Bring Out the Best in Your Child: Eight Useful Tips
- Constance Ogonna Egwuatu

- Nov 30, 2021
- 4 min read
Updated: Jan 5, 2022

Did You Know?
Parents, guardians and child care providers often make certain demands from the children in their care and expect them to live up to certain expectations without an assessment of themselves to ascertain how much they are investing towards preparing these children to (possibly) live up to those expectations.
A few questions they have to ask themselves are:
a. Level of involvement: how involved are we in the affairs of our children or those of others in our care?
b. Availability: are we always available or do we use proxies who are often inexperienced?
c. Time and resources: how much time and resources are we committing or willing to commit?
d. Role model: what type of role models are we to the children?
e. Expectations: have we set standards and expectations for the children without considering the peculiarity of each child and the possibility of meeting those expectations?
There are more questions, but let's consider these few for now and concentrate on how they are applied to the children's education, career, lifestyle, talent/potentials, general well-being among others before ticking each question or faulting them as being stringent.
No one ever said that parenting or caring for a child would be an easy task, but as arduous as it seems, you have a responsibility to help that child develop physically, mentally, socially, academically and morally as much as possible. You can help that child be the best at whatever he or she set out to achieve by applying these ten easy tips:
1. Be your child’s friend and confidant: you can’t bring out the best in any child if that child sees you as either a competitor, threat or an enemy rather than a trustworthy friend. Here are a few ways to achieve this:
a. gain their trust by building a friendly relationship. Avoid overreacting constantly to everything they do so that they can be free to open up to you. It is important to develop and grow this relationship early.
b. probe into their private affairs in a subtler way so you don’t scare them into keeping to themselves and running to others for advice or counselling.
c. be open and give them the opportunity to also open up to you.
d. be a good listener even when their conversations seem too long, irrelevant or unnecessary.
e. create a playtime with them and make it one of your regular bonding routines.
2. Lead by example: whether you are a parent or guardian, you are required to be a good role model to the children in your care because they learn more from what they see than what they are told. Are you aware that children look up to their caregivers first before any other person? They expect you to show them the right path by doing the right things always. Forcing them to do certain things because they are children, often leads to negative outcomes which include abuse.
3. Do the uncommon: Don’t be predictable by allowing your child to get used to a particular routine.
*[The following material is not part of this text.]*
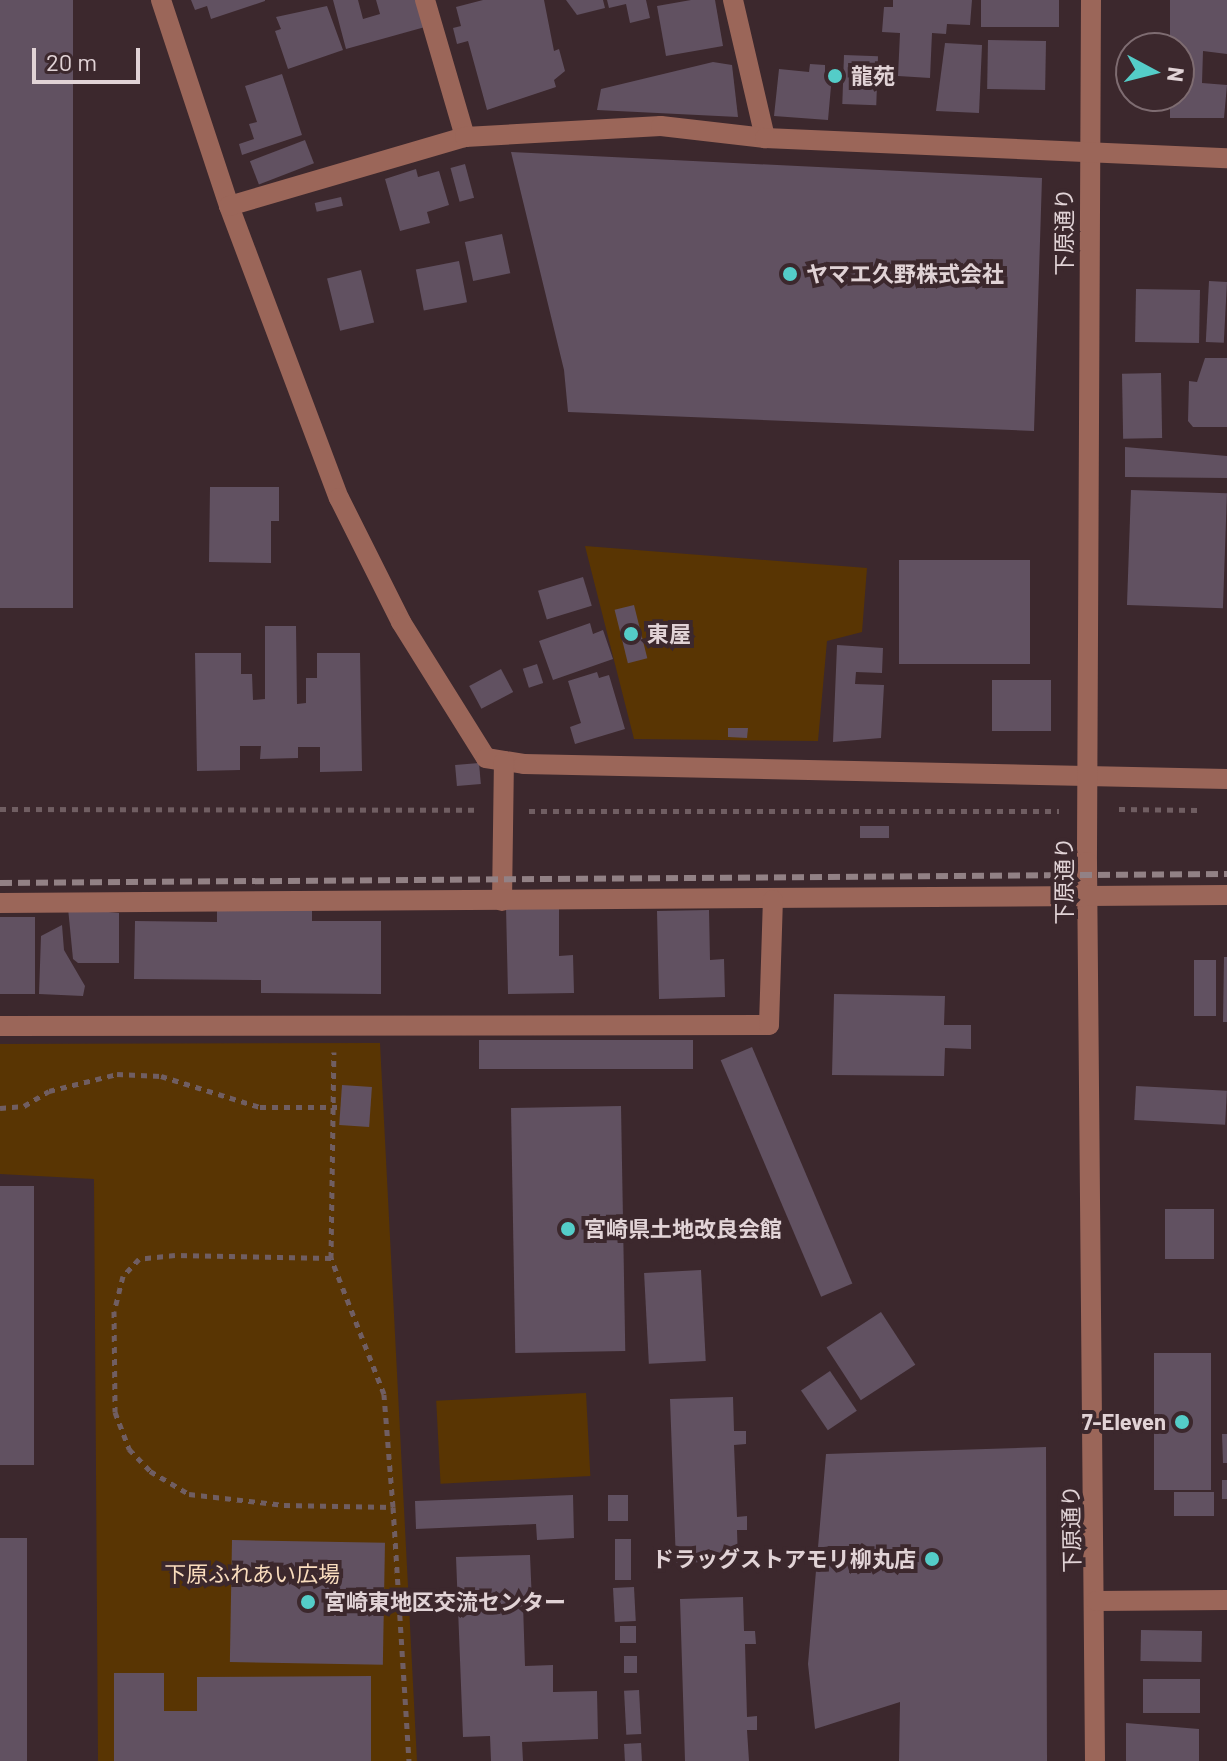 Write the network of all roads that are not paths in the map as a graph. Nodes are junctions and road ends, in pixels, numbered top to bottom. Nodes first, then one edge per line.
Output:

You can engage in the following activities with the children:
a. go to the salon, market, mall etc.
b. play indoor or outdoor games.
c. take them on periodic outings and excursions.
d. attend their school events even if it requires your leaving work early. Knowing that you make such sacrifices for them will draw them closer to you.
It is often during uncommon activities that you can discover your child’s capabilities, potentials, problems, talents etc. For instance, a walk or ride to the salon could make your daughter open up to you about sexual harassment or bullying at school. An indoor game of choice could help you know that your child has an interest in singing, writing (stories/songs), painting etc. Do not trivialize any special ability they exhibit during your special moments together.
4. Nurture their talents: support and not talk down on your child's talent. You are encouraged to help that child nurture and showcase such talents or skills. This will help the child develop the needed confidence to excel in other areas.
5. Be more affectionate: compliment your child regularly and display open affection as often as possible to avoid raising a child that is emotionally disconnected from people. Children that enjoy the needed affection from their caregivers, tend to excel in both academic and non-academic activities.
6. Be a participating parent: children tend to excel and also develop the necessary confidence needed to engage in different activities (academic and non-academic) when they know that their parents will be there for them every step of the way. Be more involved, don't be too busy to physically participate in all activities involving your child and avoid regular use of proxies as much as possible.
7. Punishment and reward: avoid over pampering your child and correct any wrong but not without offering an explanation. This does not include physical or verbal abuse of that child. Don’t also deny the child that desired reward for any good deed. This will help shape the child’s pattern of behaviour.
8. Be up to date: be informed enough to offer appropriate advice, counselling and treat issues raised by your child accordingly, discuss age-appropriate subjects and don’t ever make your child think he is smarter.
Remember
Every child is unique with his or her own peculiar abilities and should not be compared to others. It is the responsibility of their caregivers to nurture their distinct abilities and empower them with important life lessons to enable them be the best at whatever they find themselves doing using the tips above and more.

"Every child is unique, asking a child to be like another is a self esteem killer."